» TASK TO COMPLETE: Word for word, give the data again without its pictures.

Collected data:
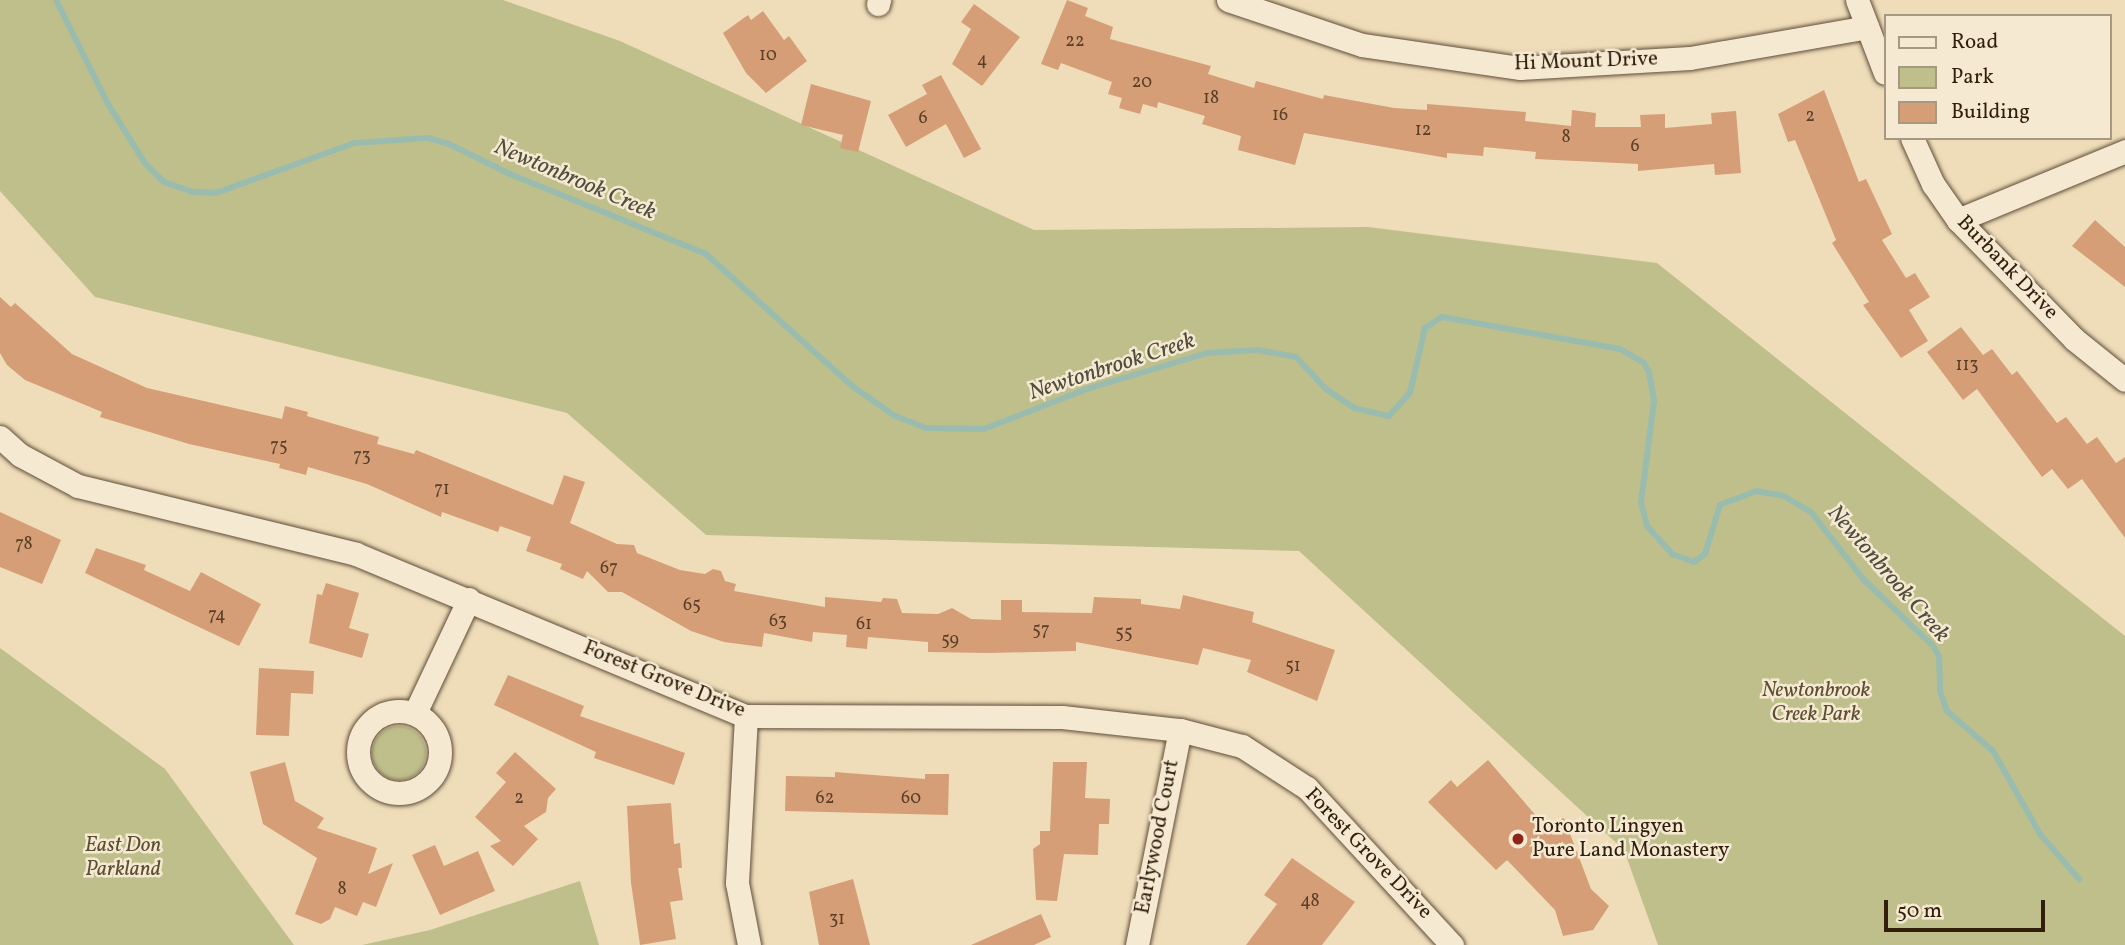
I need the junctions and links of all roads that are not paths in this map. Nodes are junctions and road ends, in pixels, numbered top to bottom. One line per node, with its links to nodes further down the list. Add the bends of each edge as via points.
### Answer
1 (1228, 0): 3 (street, Hi Mount Drive, via 1362,45 1520,68 1690,58)
2 (1857, 0): 3 (street)
3 (1867, 27): 4 (street)
4 (1884, 70)
5 (1913, 140): 7 (street, Burbank Drive, via 1933,184)
6 (2125, 151): 7 (street)
7 (1958, 220): 8 (street, Burbank Drive, via 2074,338)
8 (2125, 380)
9 (0, 437): 10 (street, Forest Grove Drive, via 20,455 78,486 356,554)
10 (469, 598): 11 (street); 12 (street, Forest Grove Drive)
11 (415, 713)
12 (746, 716): 13 (street, Forest Grove Drive, via 1062,718); 14 (street, via 737,883)
13 (1180, 730): 15 (street, Earlywood Court); 16 (street, Forest Grove Drive, via 1242,746 1307,788)
14 (749, 945)
15 (1137, 945)
16 (1452, 945)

» OUTPUT BELOW:
I need the junctions and links of all roads that are not paths in this map. Nodes are junctions and road ends, in pixels, numbered top to bottom. One line per node, with its links to nodes further down the list. Add the bends of each edge as via points.
### Answer
1 (1228, 0): 3 (street, Hi Mount Drive, via 1362,45 1520,68 1690,58)
2 (1857, 0): 3 (street)
3 (1867, 27): 4 (street)
4 (1884, 70)
5 (1913, 140): 7 (street, Burbank Drive, via 1933,184)
6 (2125, 151): 7 (street)
7 (1958, 220): 8 (street, Burbank Drive, via 2074,338)
8 (2125, 380)
9 (0, 437): 10 (street, Forest Grove Drive, via 20,455 78,486 356,554)
10 (469, 598): 11 (street); 12 (street, Forest Grove Drive)
11 (415, 713)
12 (746, 716): 13 (street, Forest Grove Drive, via 1062,718); 14 (street, via 737,883)
13 (1180, 730): 15 (street, Earlywood Court); 16 (street, Forest Grove Drive, via 1242,746 1307,788)
14 (749, 945)
15 (1137, 945)
16 (1452, 945)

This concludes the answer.